> [What this task involves] Leaving out the pictures, write the following records exactly as they read.

---- Task input

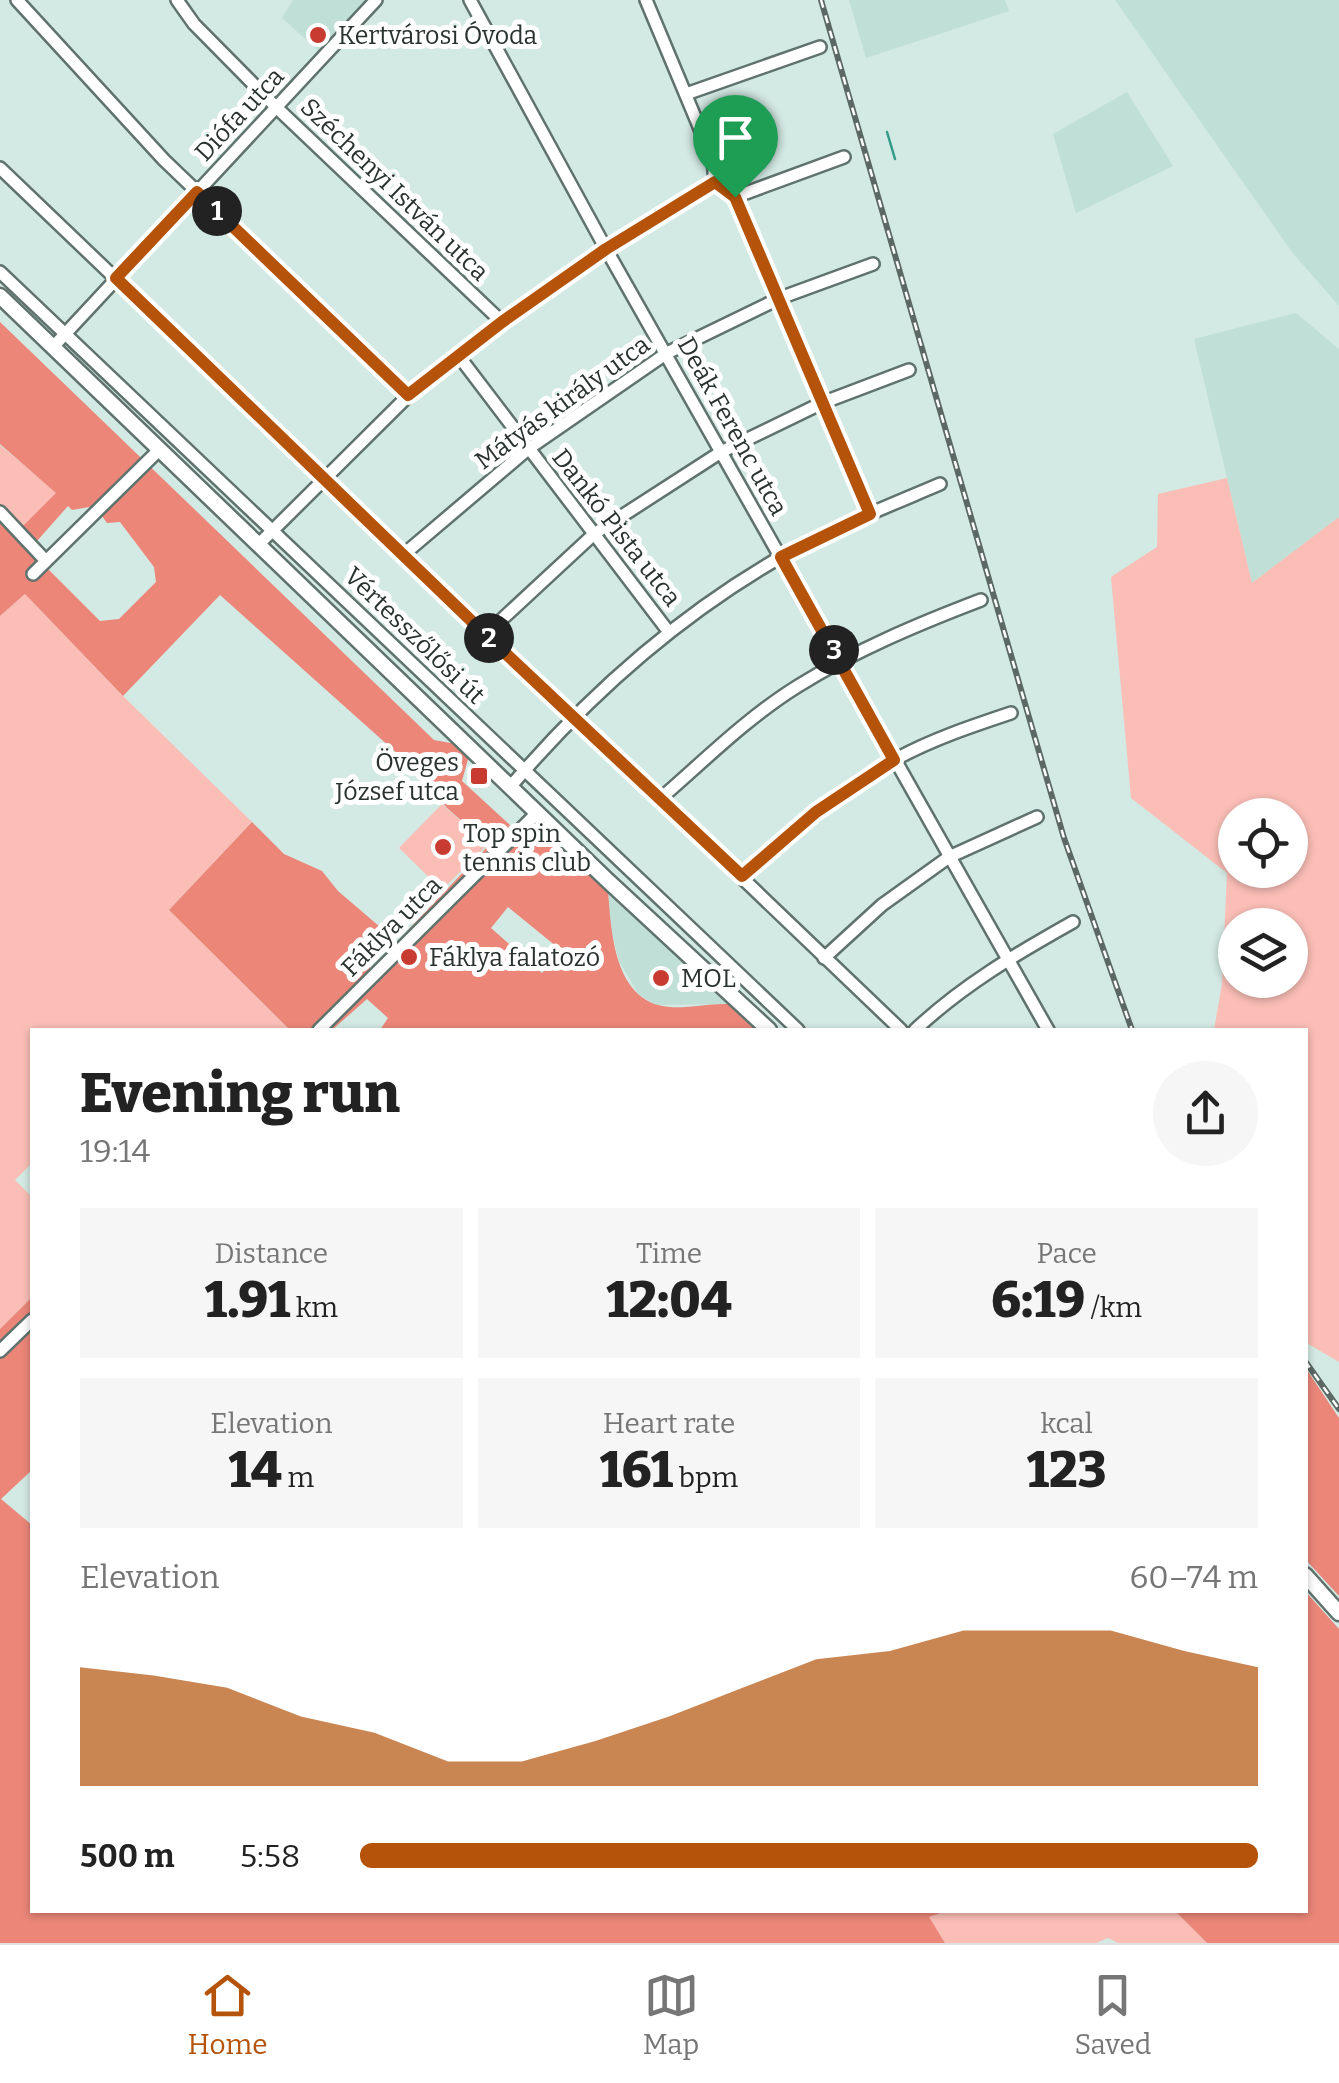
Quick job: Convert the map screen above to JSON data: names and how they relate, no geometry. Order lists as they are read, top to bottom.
{
  "streets": {
    "main road": ["Vértesszőlősi út"],
    "street": [
      "Diófa utca",
      "Széchenyi István utca",
      "Mátyás király utca",
      "Deák Ferenc utca",
      "Dankó Pista utca",
      "Fáklya utca"
    ]
  },
  "crossings": [
    ["Diófa utca", "Széchenyi István utca"],
    ["Diófa utca", "Vértesszőlősi út"],
    ["Mátyás király utca", "Deák Ferenc utca"],
    ["Mátyás király utca", "Dankó Pista utca"],
    ["Vértesszőlősi út", "Fáklya utca"]
  ],
  "places": {
    "other": [
      "Kertvárosi Óvoda",
      "Top spin tennis club",
      "Fáklya falatozó",
      "MOL"
    ],
    "transit": ["Öveges József utca"]
  },
  "page": {
    "pins": ["1", "2", "3"],
    "heading": ["Evening run", "19:14"],
    "stats": [
      ["Distance", "1.91 km"],
      ["Time", "12:04"],
      ["Pace", "6:19 /km"],
      ["Elevation", "14 m"],
      ["Heart rate", "161 bpm"],
      ["kcal", "123"]
    ],
    "chart": ["Elevation", "60–74 m"],
    "list": [
      {
        "name": "500 m",
        "note": "5:58"
      }
    ],
    "tabs": ["Home", "Map", "Saved"]
  }
}
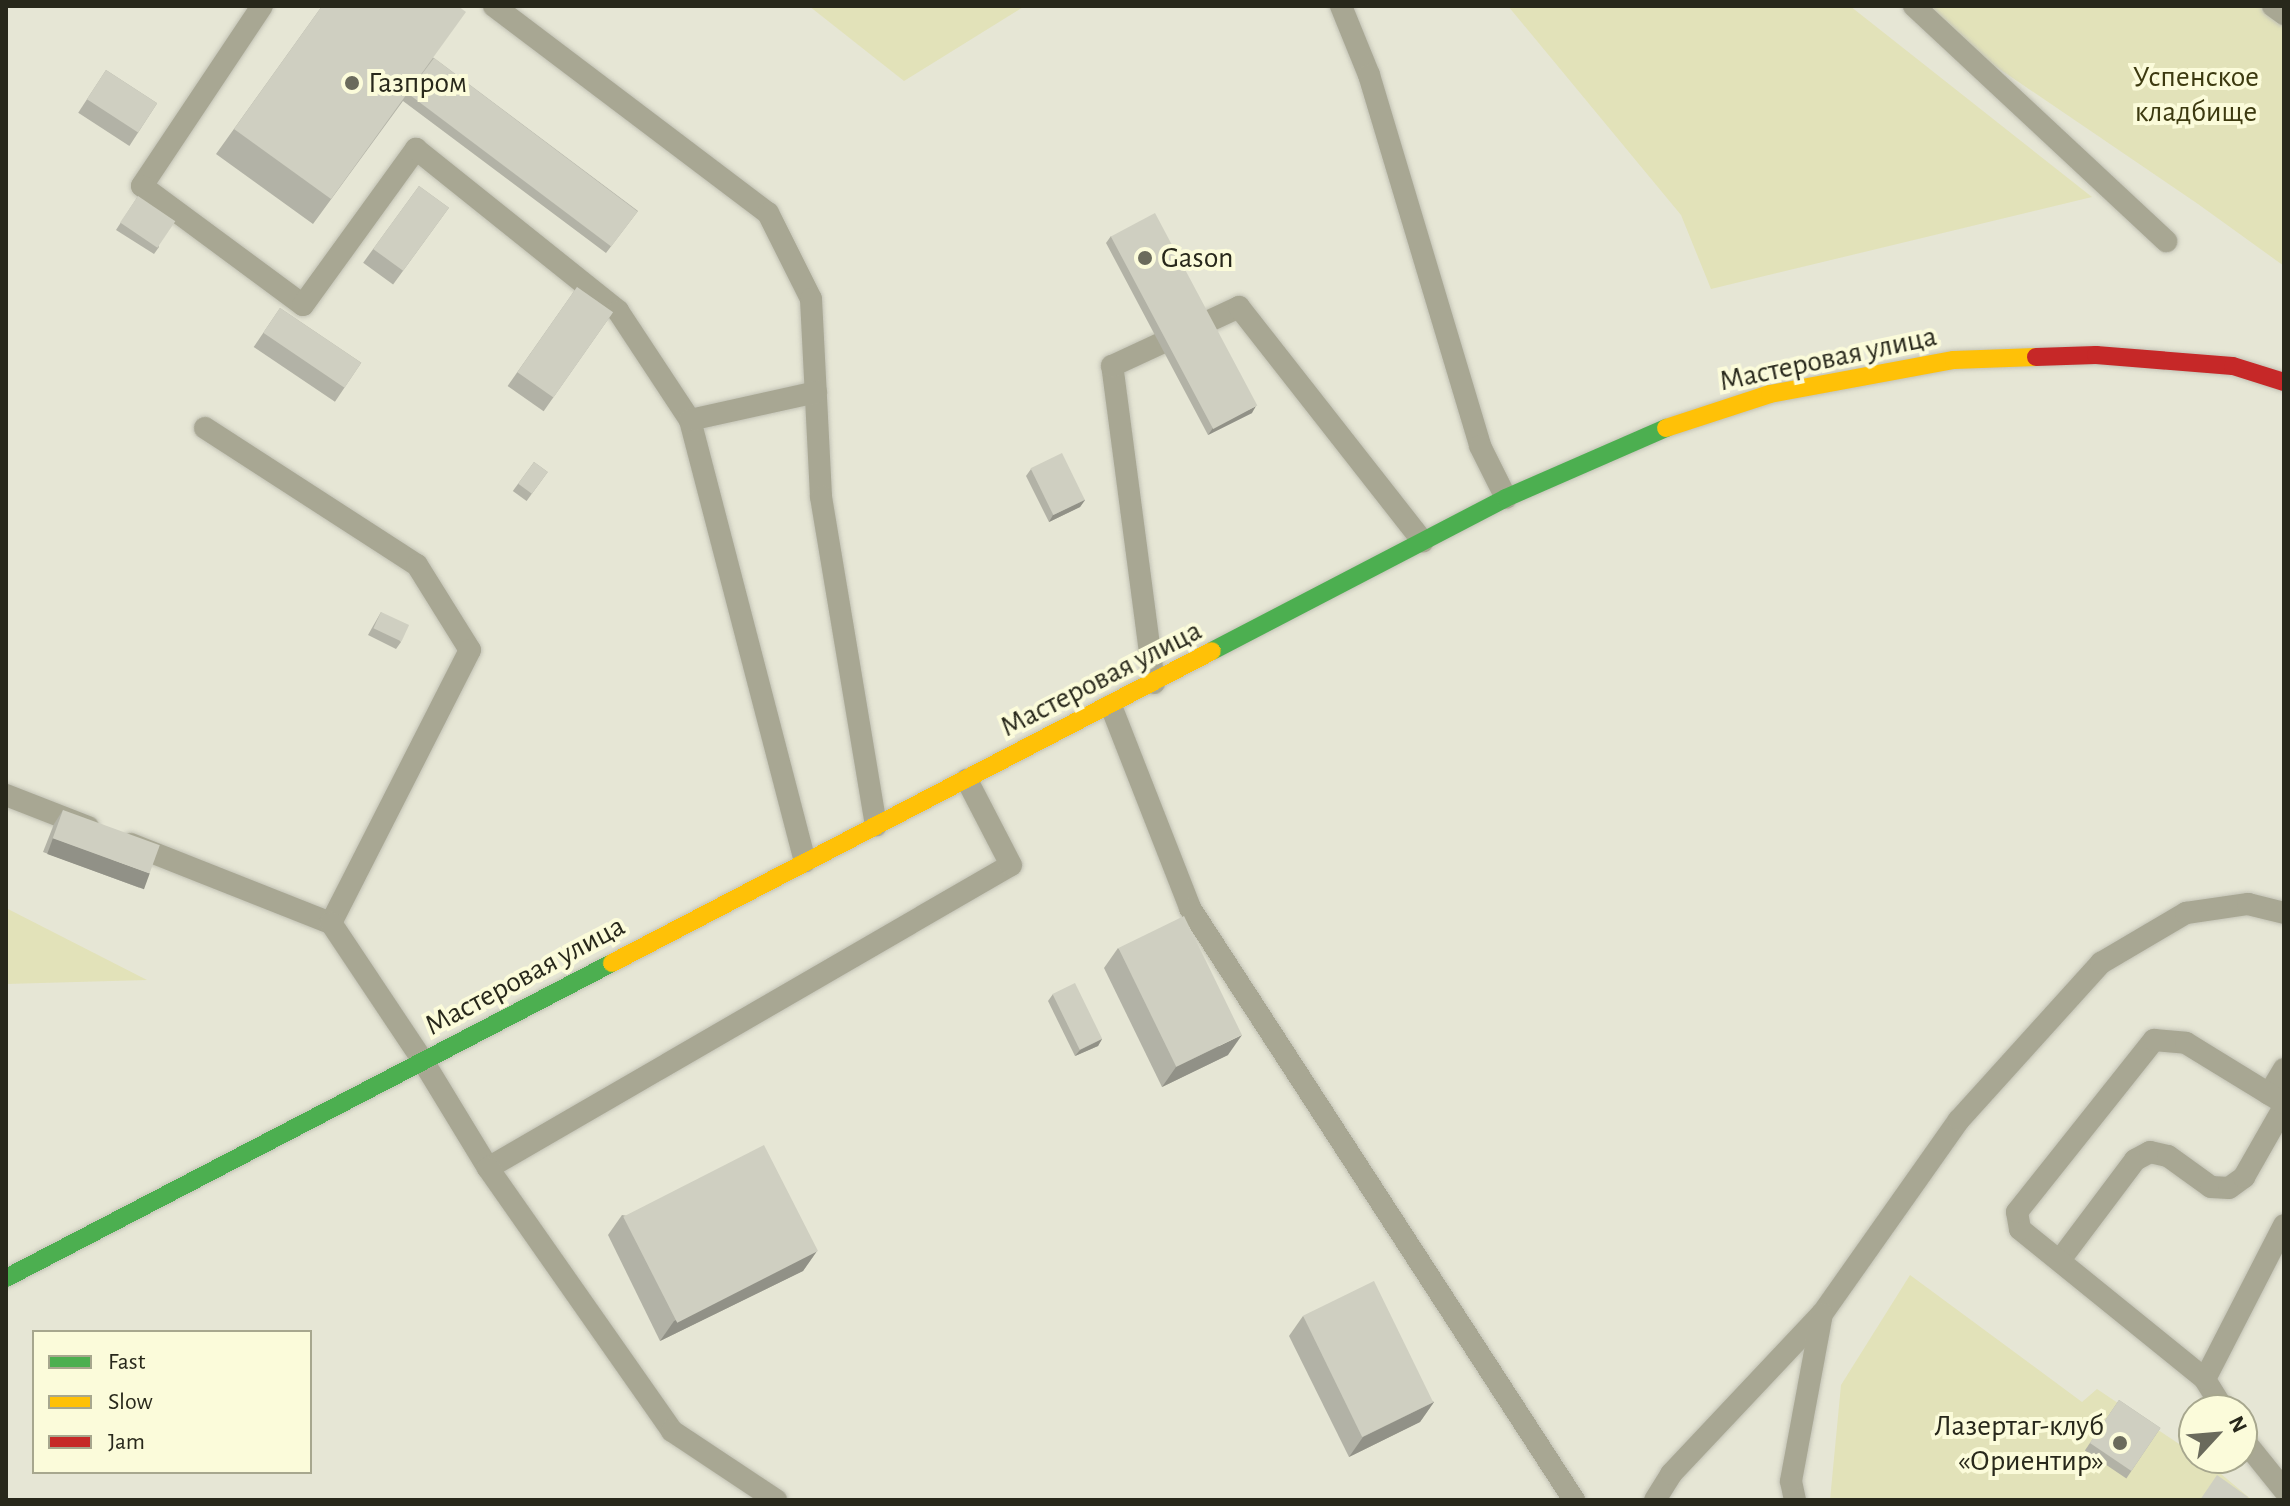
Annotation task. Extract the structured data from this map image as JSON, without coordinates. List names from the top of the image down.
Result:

--------

> [Written response]
Quick job: Convert the map screen above to JSON data: names and how they relate, no geometry. Order lists as they are read, top to bottom.
{
  "streets": {
    "main road": ["Vértesszőlősi út"],
    "street": [
      "Diófa utca",
      "Széchenyi István utca",
      "Mátyás király utca",
      "Deák Ferenc utca",
      "Dankó Pista utca",
      "Fáklya utca"
    ]
  },
  "crossings": [
    ["Diófa utca", "Széchenyi István utca"],
    ["Diófa utca", "Vértesszőlősi út"],
    ["Mátyás király utca", "Deák Ferenc utca"],
    ["Mátyás király utca", "Dankó Pista utca"],
    ["Vértesszőlősi út", "Fáklya utca"]
  ],
  "places": {
    "other": [
      "Kertvárosi Óvoda",
      "Top spin tennis club",
      "Fáklya falatozó",
      "MOL"
    ],
    "transit": ["Öveges József utca"]
  },
  "page": {
    "pins": ["1", "2", "3"],
    "heading": ["Evening run", "19:14"],
    "stats": [
      ["Distance", "1.91 km"],
      ["Time", "12:04"],
      ["Pace", "6:19 /km"],
      ["Elevation", "14 m"],
      ["Heart rate", "161 bpm"],
      ["kcal", "123"]
    ],
    "chart": ["Elevation", "60–74 m"],
    "list": [
      {
        "name": "500 m",
        "note": "5:58"
      }
    ],
    "tabs": ["Home", "Map", "Saved"]
  }
}
Annotation task. Extract the structured data from this map image as JSON, without coordinates. List names from the top of the image down.
Result:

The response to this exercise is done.